According to a report in Kavkaz-Uzel today, the decision of the Chechen parliament, taken unanimously on Thursday, to give Kadyrov a different title is not agitating Chechens who generally believe that “the initiative for renaming was organized from Moscow” and will have little effect in Grozny (www.kavkaz-uzel.ru/articles/173782/).
While Kadyrov has insisted that he is the author of the idea of eliminating the title of republic president, Grozny analysts speaking on condition of anonymity said that Kadyrov was responsible for talking about the possibility of calling himself imam, something Moscow would never permit, Moscow itself was behind the push to call republic leaders “heads.”
“When some leaders are called ‘governors,’ others ‘presidents,’ and still a third group ‘heads,’” one of these sources said, it was somewhat “absurd.” Consequently, the center wants “all the leaders of the regions to be called “heads of republics, krays [or] oblasts” and only the Russian leader president.
Kadyrov, another unnamed Grozny expert said, “in fact is the implementer of all the ideas of the Kremlin directed at the step-by-step unitarization of the state and the rejection of federalism,” as was shown by Grozny’s annulment of its treaty with the center and its backing of Moscow’s decision to end the election of federal subject leaders.
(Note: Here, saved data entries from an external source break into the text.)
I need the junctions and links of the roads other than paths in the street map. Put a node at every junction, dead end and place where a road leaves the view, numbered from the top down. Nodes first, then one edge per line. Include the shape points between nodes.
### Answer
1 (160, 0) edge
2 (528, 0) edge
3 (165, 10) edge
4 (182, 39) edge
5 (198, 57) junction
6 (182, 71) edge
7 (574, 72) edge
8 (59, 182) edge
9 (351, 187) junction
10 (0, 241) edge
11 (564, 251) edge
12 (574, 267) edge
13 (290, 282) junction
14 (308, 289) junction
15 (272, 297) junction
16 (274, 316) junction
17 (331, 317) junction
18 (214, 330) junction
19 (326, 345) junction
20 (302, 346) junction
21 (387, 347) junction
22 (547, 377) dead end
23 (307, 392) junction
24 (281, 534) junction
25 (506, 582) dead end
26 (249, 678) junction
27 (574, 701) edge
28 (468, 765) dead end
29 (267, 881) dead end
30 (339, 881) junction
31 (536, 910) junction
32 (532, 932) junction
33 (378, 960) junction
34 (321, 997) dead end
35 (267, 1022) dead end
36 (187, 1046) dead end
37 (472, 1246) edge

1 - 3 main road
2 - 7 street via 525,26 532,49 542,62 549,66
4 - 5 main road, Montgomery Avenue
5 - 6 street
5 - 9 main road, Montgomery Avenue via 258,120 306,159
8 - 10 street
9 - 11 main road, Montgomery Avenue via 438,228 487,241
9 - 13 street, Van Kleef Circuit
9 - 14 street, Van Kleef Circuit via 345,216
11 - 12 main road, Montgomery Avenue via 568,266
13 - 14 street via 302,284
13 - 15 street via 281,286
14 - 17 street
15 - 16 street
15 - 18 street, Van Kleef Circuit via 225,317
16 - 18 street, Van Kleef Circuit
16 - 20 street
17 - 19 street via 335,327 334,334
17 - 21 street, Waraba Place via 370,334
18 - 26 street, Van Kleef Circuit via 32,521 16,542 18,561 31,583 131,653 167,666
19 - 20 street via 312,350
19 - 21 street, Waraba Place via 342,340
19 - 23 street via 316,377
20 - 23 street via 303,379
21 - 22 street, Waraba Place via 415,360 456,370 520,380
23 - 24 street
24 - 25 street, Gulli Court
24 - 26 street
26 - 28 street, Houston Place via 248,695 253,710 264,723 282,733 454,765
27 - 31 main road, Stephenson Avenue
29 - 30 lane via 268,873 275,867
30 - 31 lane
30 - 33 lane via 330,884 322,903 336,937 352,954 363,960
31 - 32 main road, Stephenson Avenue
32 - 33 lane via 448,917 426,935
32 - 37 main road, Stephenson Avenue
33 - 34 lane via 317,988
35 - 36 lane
Moreover, he continued, “beginning in 1991, the Chechen Republic was for the Kremlin a special space on which different variants of the political arrangements of the country were worked out.” And “Kadyrov simply executives the will of the Kremlin,” a reality that is underscored by the promptness with which other North Caucasus leaders follow his leads.
If the expert community in Grozny has been trying to interpret this latest move of Moscow and Kadyrov, ordinary Chechens, Kavkaz-Uzel says, are “quite indifferent” to giving Kadyrov a different title. One said he is “absolutely indifferent” as to what Kadyrov calls himself.
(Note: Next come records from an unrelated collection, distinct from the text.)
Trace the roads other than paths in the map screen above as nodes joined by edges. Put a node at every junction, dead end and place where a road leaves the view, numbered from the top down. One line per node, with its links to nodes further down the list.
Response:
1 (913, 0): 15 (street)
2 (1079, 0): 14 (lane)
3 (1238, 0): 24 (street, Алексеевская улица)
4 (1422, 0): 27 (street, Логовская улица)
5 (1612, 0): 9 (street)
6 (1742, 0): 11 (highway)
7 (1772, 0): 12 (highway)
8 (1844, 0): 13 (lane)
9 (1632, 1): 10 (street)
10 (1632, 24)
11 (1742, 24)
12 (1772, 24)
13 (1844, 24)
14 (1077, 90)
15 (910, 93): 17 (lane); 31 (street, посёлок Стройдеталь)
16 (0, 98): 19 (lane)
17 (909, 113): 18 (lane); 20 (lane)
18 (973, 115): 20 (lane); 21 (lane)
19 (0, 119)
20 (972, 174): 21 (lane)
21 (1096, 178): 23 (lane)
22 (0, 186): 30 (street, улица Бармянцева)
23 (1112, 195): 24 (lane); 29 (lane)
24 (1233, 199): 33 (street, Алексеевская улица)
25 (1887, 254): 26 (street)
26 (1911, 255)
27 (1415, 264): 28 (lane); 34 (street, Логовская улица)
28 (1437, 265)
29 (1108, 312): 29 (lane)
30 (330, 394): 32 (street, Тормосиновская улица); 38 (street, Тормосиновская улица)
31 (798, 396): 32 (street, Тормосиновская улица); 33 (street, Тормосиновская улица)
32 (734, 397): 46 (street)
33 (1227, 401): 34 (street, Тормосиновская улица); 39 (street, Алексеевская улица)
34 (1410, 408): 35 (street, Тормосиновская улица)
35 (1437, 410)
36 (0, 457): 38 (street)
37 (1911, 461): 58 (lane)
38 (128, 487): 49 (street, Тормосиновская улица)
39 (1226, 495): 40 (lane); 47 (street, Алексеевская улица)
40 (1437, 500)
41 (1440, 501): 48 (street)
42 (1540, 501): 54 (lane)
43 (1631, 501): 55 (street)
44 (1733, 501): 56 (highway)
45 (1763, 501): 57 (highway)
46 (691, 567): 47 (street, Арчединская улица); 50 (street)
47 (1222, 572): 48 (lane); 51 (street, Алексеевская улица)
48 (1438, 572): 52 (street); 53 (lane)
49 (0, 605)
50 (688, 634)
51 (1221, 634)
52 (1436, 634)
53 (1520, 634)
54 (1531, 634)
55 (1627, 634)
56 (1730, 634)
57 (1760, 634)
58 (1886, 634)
It is said, another resident of the Chechen capital added, that “Ramzan very much wanted to be called imam, but Moscow did not permit this.” As for himself, the resident said, he did not understand why Kadyrov did not seek to be called officially what he is called in the Chechen media already, “the shah of shahs.”
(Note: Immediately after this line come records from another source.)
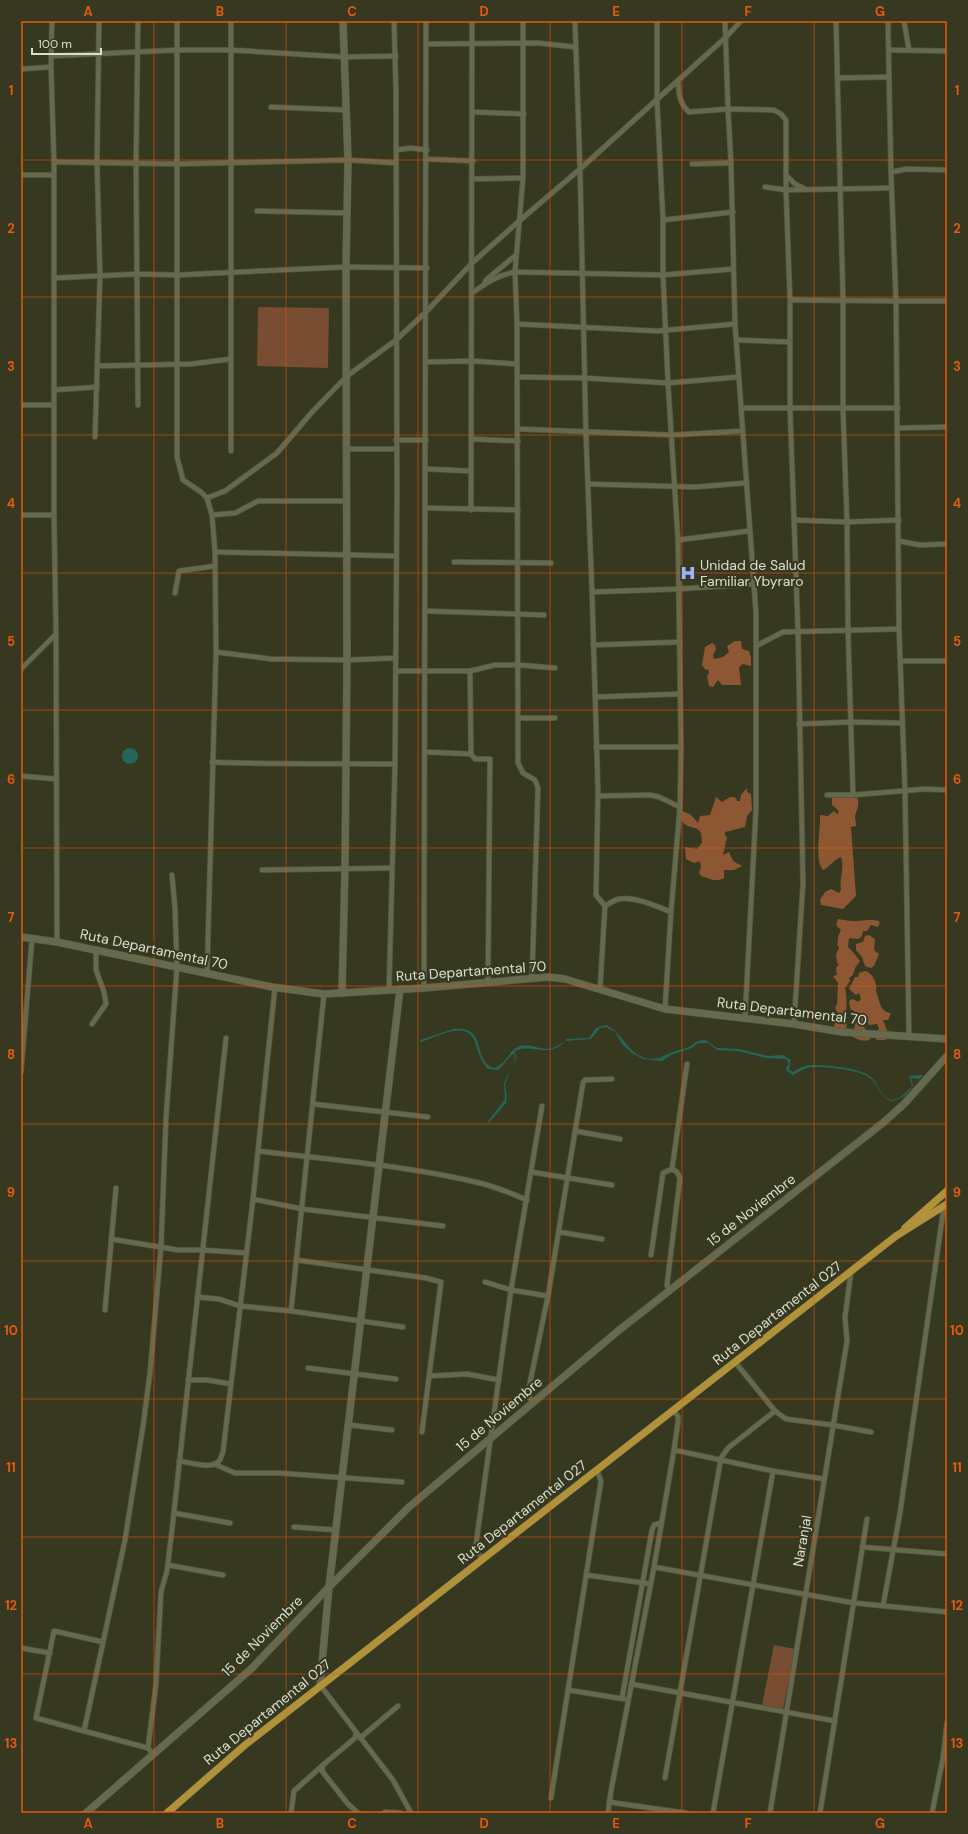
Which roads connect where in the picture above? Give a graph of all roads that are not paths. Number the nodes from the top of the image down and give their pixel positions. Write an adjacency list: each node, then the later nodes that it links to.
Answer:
1 (52, 21): 30 (street)
2 (99, 21): 29 (street)
3 (138, 21): 27 (street)
4 (177, 21): 23 (street)
5 (231, 21): 24 (street)
6 (343, 21): 32 (street)
7 (394, 21): 31 (street)
8 (426, 21): 20 (street)
9 (472, 21): 19 (street)
10 (523, 21): 21 (street)
11 (574, 21): 22 (street)
12 (657, 21): 38 (street)
13 (725, 21): 18 (street)
14 (741, 21): 18 (street)
15 (836, 21): 36 (street)
16 (888, 21): 25 (street)
17 (904, 21): 26 (street)
18 (725, 38): 37 (street); 40 (street)
19 (472, 43): 20 (street); 21 (street); 42 (street)
20 (427, 44): 45 (street)
21 (524, 44): 22 (street); 43 (street)
22 (575, 47): 57 (street)
23 (177, 50): 24 (street); 27 (street); 55 (street)
24 (231, 50): 32 (street); 52 (street)
25 (888, 50): 26 (street); 35 (street)
26 (909, 50): 28 (street)
27 (138, 51): 29 (street); 51 (street)
28 (947, 51)
29 (98, 54): 30 (street); 50 (street)
30 (51, 56): 33 (street)
31 (396, 56): 32 (street); 44 (street)
32 (344, 58): 41 (street)
33 (51, 67): 34 (street); 49 (street)
34 (21, 69)
35 (889, 77): 36 (street); 59 (street)
36 (838, 78): 69 (street)
37 (678, 81): 38 (street); 40 (street)
38 (657, 100): 57 (street); 73 (street)
39 (271, 107): 41 (street)
40 (728, 109): 54 (street); 62 (street)
41 (346, 110): 47 (street)
42 (473, 112): 43 (street); 48 (street)
43 (524, 114): 63 (street)
44 (396, 150): 45 (street); 53 (street)
45 (426, 150): 46 (street)
46 (426, 159): 48 (street); 78 (street)
47 (348, 160): 52 (street); 53 (street); 72 (street)
48 (473, 161): 64 (street)
49 (54, 162): 50 (street); 61 (street)
50 (97, 162): 51 (street); 87 (street)
51 (136, 163): 55 (street); 84 (street)
52 (231, 163): 55 (street); 82 (street)
53 (396, 163): 79 (street)
54 (731, 163): 56 (street); 71 (street)
55 (177, 164): 85 (street)
56 (692, 164)
57 (580, 169): 74 (street); 83 (street)
58 (947, 170): 59 (street)
59 (891, 172): 66 (street)
60 (21, 175): 61 (street)
61 (53, 175): 88 (street)
62 (786, 175): 67 (street); 68 (street)
63 (523, 178): 64 (street); 74 (street)
64 (473, 179): 76 (street)
65 (765, 187): 67 (street)
66 (891, 188): 69 (street); 93 (street)
67 (786, 190): 68 (street); 92 (street)
68 (806, 190): 69 (street)
69 (840, 190): 91 (street)
70 (257, 211): 72 (street)
71 (733, 212): 73 (street); 80 (street)
72 (347, 213): 77 (street)
73 (663, 220): 86 (street)
74 (518, 222): 75 (street); 76 (street)
75 (516, 255): 81 (street); 89 (street)
76 (472, 263): 90 (street); 95 (street)
77 (346, 268): 79 (street); 82 (street); 110 (street)
78 (426, 268): 79 (street); 95 (street)
79 (396, 269): 100 (street)
80 (733, 269): 86 (street); 97 (street)
81 (515, 272): 83 (street); 89 (street); 96 (street)
82 (231, 273): 85 (street); 103 (street)
83 (582, 273): 86 (street); 98 (street)
84 (137, 274): 85 (street); 87 (street); 106 (street)
85 (177, 275): 107 (street)
86 (663, 275): 99 (street)
87 (100, 276): 88 (street); 109 (street)
88 (54, 278): 116 (street)
89 (484, 285): 90 (street)
90 (472, 293): 104 (street)
91 (844, 299): 92 (street); 93 (street); 123 (street)
92 (790, 300): 102 (street)
93 (896, 300): 94 (street); 122 (street)
94 (947, 301)
95 (426, 312): 100 (street); 105 (street)
96 (517, 324): 98 (street); 108 (street)
97 (735, 324): 99 (street); 101 (street)
98 (583, 327): 99 (street); 113 (street)
99 (665, 331): 114 (street)
100 (396, 340): 110 (street); 132 (street)
101 (737, 340): 102 (street); 112 (street)
102 (790, 342): 121 (street)
103 (231, 359): 107 (street); 137 (street)
104 (472, 361): 105 (street); 108 (street); 131 (street)
105 (426, 362): 133 (street)
106 (138, 364): 107 (street); 109 (street); 119 (street)
107 (178, 364): 143 (street)
108 (517, 364): 111 (street)
109 (98, 366): 115 (street)
110 (347, 376): 135 (street); 143 (street)
111 (518, 377): 113 (street); 126 (street)
112 (738, 377): 114 (street); 120 (street)
113 (584, 378): 114 (street); 128 (street)
114 (668, 383): 129 (street)
115 (97, 387): 116 (street); 130 (street)
116 (54, 390): 118 (street)
117 (21, 405): 118 (street)
118 (54, 405): 149 (street)
119 (138, 405)
120 (741, 408): 121 (street); 127 (street)
121 (790, 408): 123 (street); 151 (street)
122 (898, 408): 123 (street); 125 (street)
123 (843, 409): 153 (street)
124 (947, 427): 125 (street)
125 (898, 428): 152 (street)
126 (518, 429): 128 (street); 134 (street)
127 (742, 430): 129 (street); 140 (street)
128 (586, 431): 129 (street); 141 (street)
129 (672, 435): 142 (street)
130 (95, 437)
131 (471, 439): 134 (street); 139 (street)
132 (396, 440): 133 (street); 136 (street)
133 (426, 440): 138 (street)
134 (518, 441): 147 (street)
135 (347, 449): 136 (street); 144 (street)
136 (397, 449): 160 (street)
137 (231, 451)
138 (426, 469): 139 (street); 145 (street)
139 (471, 470): 146 (street)
140 (746, 483): 142 (street); 154 (street)
141 (588, 484): 142 (street); 167 (street)
142 (674, 487): 155 (street)
143 (207, 498): 150 (street)
144 (347, 501): 150 (street); 159 (street)
145 (426, 508): 146 (street); 169 (street)
146 (471, 510): 147 (street)
147 (518, 510): 162 (street)
148 (21, 515): 149 (street)
149 (54, 515): 175 (street)
150 (212, 515): 158 (street)
151 (794, 520): 153 (street); 174 (street)
152 (899, 520): 153 (street); 156 (street)
153 (847, 522): 173 (street)
154 (749, 531): 155 (street); 165 (street)
155 (678, 540): 166 (street)
156 (899, 541): 157 (street); 172 (street)
157 (947, 544)
158 (215, 552): 159 (street); 164 (street)
159 (347, 554): 160 (street); 181 (street)
160 (396, 556): 180 (street)
161 (454, 562): 162 (street)
162 (518, 563): 163 (street); 170 (street)
163 (551, 563)
164 (215, 566): 168 (street); 179 (street)
165 (754, 584): 166 (street); 178 (street)
166 (678, 589): 167 (street); 176 (street)
167 (592, 592): 177 (street)
168 (176, 594)
169 (425, 611): 170 (street); 189 (street)
170 (518, 615): 171 (street); 184 (street)
171 (544, 615)
172 (899, 629): 173 (street); 182 (street)
173 (848, 630): 174 (street); 194 (street)
174 (798, 631): 178 (street); 196 (street)
175 (56, 634): 186 (street); 205 (street)
176 (680, 642): 177 (street); 190 (street)
177 (593, 645): 191 (street)
178 (756, 646): 234 (street)
179 (216, 652): 181 (street); 201 (street)
180 (396, 658): 181 (street); 187 (street)
181 (347, 660): 202 (street)
182 (901, 661): 183 (street); 195 (street)
183 (947, 661)
184 (519, 665): 185 (street); 188 (street); 192 (street)
185 (555, 668)
186 (21, 669)
187 (396, 671): 189 (street); 203 (street)
188 (470, 671): 189 (street); 200 (street)
189 (425, 672): 199 (street)
190 (680, 694): 191 (street); 198 (street)
191 (594, 697): 197 (street)
192 (518, 718): 193 (street); 224 (street)
193 (555, 718)
194 (850, 722): 195 (street); 196 (street); 209 (street)
195 (901, 723): 206 (street)
196 (799, 724): 236 (street)
197 (596, 747): 198 (street); 210 (street)
198 (681, 747): 211 (street)
199 (425, 752): 200 (street); 227 (street)
200 (472, 754): 225 (street)
201 (212, 762): 202 (street); 223 (street)
202 (346, 763): 203 (street); 212 (street)
203 (395, 764): 213 (street)
204 (21, 776): 205 (street)
205 (56, 779): 220 (street)
206 (905, 790): 207 (street); 209 (street); 237 (street)
207 (947, 790)
208 (827, 795): 209 (street)
209 (853, 795)
210 (598, 796): 211 (street); 216 (street)
211 (680, 807): 217 (street)
212 (345, 867): 213 (street); 214 (street); 231 (street)
213 (392, 868): 230 (street)
214 (262, 870)
215 (172, 876): 222 (street)
216 (605, 906): 217 (street); 229 (street)
217 (671, 912): 233 (street)
218 (21, 937): 219 (street, Ruta Departamental 70)
219 (32, 939): 220 (street, Ruta Departamental 70); 242 (street)
220 (57, 942): 221 (street, Ruta Departamental 70)
221 (96, 951): 222 (street, Ruta Departamental 70); 235 (street)
222 (177, 967): 223 (street, Ruta Departamental 70); 269 (street)
223 (207, 974): 226 (street, Ruta Departamental 70)
224 (532, 978): 225 (street, Ruta Departamental 70); 229 (street, Ruta Departamental 70)
225 (488, 982): 227 (street, Ruta Departamental 70)
226 (275, 987): 232 (street, Ruta Departamental 70); 250 (street)
227 (424, 988): 228 (street, Ruta Departamental 70)
228 (400, 989): 230 (street, Ruta Departamental 70); 246 (street)
229 (600, 989): 233 (street, Ruta Departamental 70)
230 (389, 990): 231 (street, Ruta Departamental 70)
231 (342, 992): 232 (street, Ruta Departamental 70)
232 (324, 994): 244 (street)
233 (665, 1009): 234 (street, Ruta Departamental 70)
234 (744, 1018): 236 (street, Ruta Departamental 70)
235 (92, 1024)
236 (794, 1024): 237 (street, Ruta Departamental 70)
237 (909, 1037): 239 (street, Ruta Departamental 70)
238 (226, 1038): 270 (street)
239 (947, 1039)
240 (947, 1056): 278 (street, 15 de Noviembre)
241 (687, 1064): 253 (street)
242 (21, 1072)
243 (612, 1079): 248 (street)
244 (313, 1104): 246 (street); 251 (street)
245 (542, 1106): 254 (street)
246 (385, 1113): 247 (street); 252 (street)
247 (428, 1117)
248 (576, 1131): 249 (street); 255 (street)
249 (620, 1139)
250 (258, 1151): 251 (street); 259 (street)
251 (308, 1157): 252 (street); 262 (street)
252 (379, 1165): 260 (street); 263 (street)
253 (672, 1169): 272 (street); 278 (street)
254 (531, 1172): 255 (street); 260 (street)
255 (568, 1178): 256 (street); 265 (street)
256 (612, 1185)
257 (116, 1188): 267 (street)
258 (947, 1191): 266 (main road, Ruta Departamental 027)
259 (253, 1199): 262 (street); 271 (street)
260 (527, 1200): 277 (street)
261 (945, 1205): 266 (main road, Ruta Departamental 027); 319 (street)
262 (302, 1209): 263 (street); 273 (street)
263 (373, 1218): 264 (street); 274 (street)
264 (443, 1226)
265 (559, 1232): 268 (street); 279 (street)
266 (896, 1236): 275 (main road, Ruta Departamental 027)
267 (111, 1239): 269 (street); 282 (street)
268 (602, 1239)
269 (161, 1247): 270 (street); 335 (street)
270 (202, 1250): 271 (street); 280 (street)
271 (246, 1253): 281 (street)
272 (651, 1254)
273 (297, 1260): 274 (street); 283 (street)
274 (367, 1270): 284 (street); 289 (street)
275 (851, 1272): 286 (main road, Ruta Departamental 027); 298 (street, Naranjal)
276 (485, 1282): 277 (street)
277 (511, 1290): 279 (street); 292 (street)
278 (669, 1292): 294 (street, 15 de Noviembre)
279 (548, 1296): 294 (street)
280 (197, 1297): 281 (street); 291 (street)
281 (240, 1306): 283 (street); 293 (street)
282 (105, 1310)
283 (291, 1311): 284 (street)
284 (361, 1320): 285 (street); 288 (street)
285 (403, 1327)
286 (735, 1362): 295 (main road, Ruta Departamental 027); 296 (street)
287 (308, 1368): 288 (street)
288 (354, 1374): 290 (street); 297 (street)
289 (429, 1376): 292 (street); 300 (street)
290 (396, 1379)
291 (188, 1380): 293 (street); 305 (street)
292 (499, 1380): 302 (street)
293 (231, 1384): 306 (street)
294 (532, 1403): 302 (street, 15 de Noviembre)
295 (674, 1410): 303 (street); 307 (main road, Ruta Departamental 027)
296 (775, 1411): 298 (street); 304 (street)
297 (348, 1425): 299 (street); 309 (street)
298 (832, 1425): 301 (street); 310 (street, Naranjal)
299 (392, 1430)
300 (422, 1432)
301 (871, 1432)
302 (490, 1439): 321 (street); 330 (street, 15 de Noviembre)
303 (674, 1450): 304 (street); 315 (street)
304 (721, 1460): 308 (street); 326 (street)
305 (179, 1461): 306 (street); 312 (street)
306 (214, 1464): 309 (street)
307 (596, 1470): 321 (main road, Ruta Departamental 027); 325 (street)
308 (773, 1471): 310 (street); 329 (street)
309 (342, 1477): 311 (street); 317 (street)
310 (824, 1479): 331 (street, Naranjal)
311 (402, 1482)
312 (174, 1513): 314 (street); 322 (street)
313 (867, 1519): 318 (street)
314 (230, 1523)
315 (661, 1523): 323 (street); 327 (street)
316 (294, 1527): 317 (street)
317 (336, 1530): 330 (street)
318 (862, 1547): 319 (street); 332 (street)
319 (893, 1551): 320 (street); 333 (street)
320 (947, 1554)
321 (482, 1558): 339 (main road, Ruta Departamental 027)
322 (168, 1565): 324 (street); 352 (street)
323 (654, 1567): 326 (street); 328 (street)
324 (223, 1575)
325 (586, 1575): 327 (street); 340 (street)
326 (700, 1575): 329 (street); 341 (street)
327 (642, 1582): 328 (street); 342 (street)
328 (651, 1584): 338 (street)
329 (753, 1585): 331 (street); 344 (street)
330 (329, 1587): 339 (street); 353 (street, 15 de Noviembre)
331 (805, 1595): 332 (street); 346 (street, Naranjal)
332 (854, 1603): 333 (street); 347 (street)
333 (883, 1606): 334 (street)
334 (947, 1612)
335 (103, 1642): 337 (street); 349 (street)
336 (21, 1648): 337 (street)
337 (50, 1653): 349 (street)
338 (631, 1684): 341 (street); 343 (street)
339 (320, 1685): 350 (street); 362 (main road, Ruta Departamental 027)
340 (568, 1690): 342 (street); 356 (street)
341 (680, 1692): 344 (street); 355 (street)
342 (622, 1698): 343 (street)
343 (628, 1699): 357 (street)
344 (733, 1702): 346 (street); 368 (street)
345 (398, 1706): 351 (street)
346 (787, 1713): 347 (street); 369 (street, Naranjal)
347 (835, 1721): 370 (street)
348 (947, 1723): 371 (street)
349 (84, 1731): 352 (street)
350 (356, 1732): 351 (street); 354 (street)
351 (360, 1738): 365 (street)
352 (148, 1748): 353 (street)
353 (153, 1754): 361 (street, 15 de Noviembre)
354 (323, 1765): 359 (street); 363 (street)
355 (665, 1778)
356 (551, 1798)
357 (609, 1801): 358 (street); 366 (street)
358 (658, 1811): 367 (street)
359 (356, 1812)
360 (385, 1812): 364 (street)
361 (86, 1813)
362 (167, 1813)
363 (291, 1813)
364 (401, 1813)
365 (411, 1813)
366 (608, 1813)
367 (686, 1813)
368 (713, 1813)
369 (770, 1813)
370 (820, 1813)
371 (932, 1813)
But if Chechens are indifferent, many other non-Russians are not. Two days ago, for example, the Circassian Khase movement issued a statement expressing its concerns that the elimination of the title of republic president would be followed by the elimination of republics as such (www.elot.ru/main/index.php?option=com_content&task=view&id=1975&Itemid=1).
And even though Russian President Dmitry Medvedev has suggested that each federal subject should decide on its own what its head will be called, many in United Russia, the party of power, are talking about pushing through a federal law on this subject, all the more so because it appears likely that Tatarstan among other republics may not go along without such a law.
If indeed the Duma passes such legislation, that will further underscore the conclusion of the Grozny experts that the whole notion of dropping the presidential title in the republics was Moscow’s idea, and that in turn will likely generate more resistance among those who, like the Circassians, are worried about what the center will do next.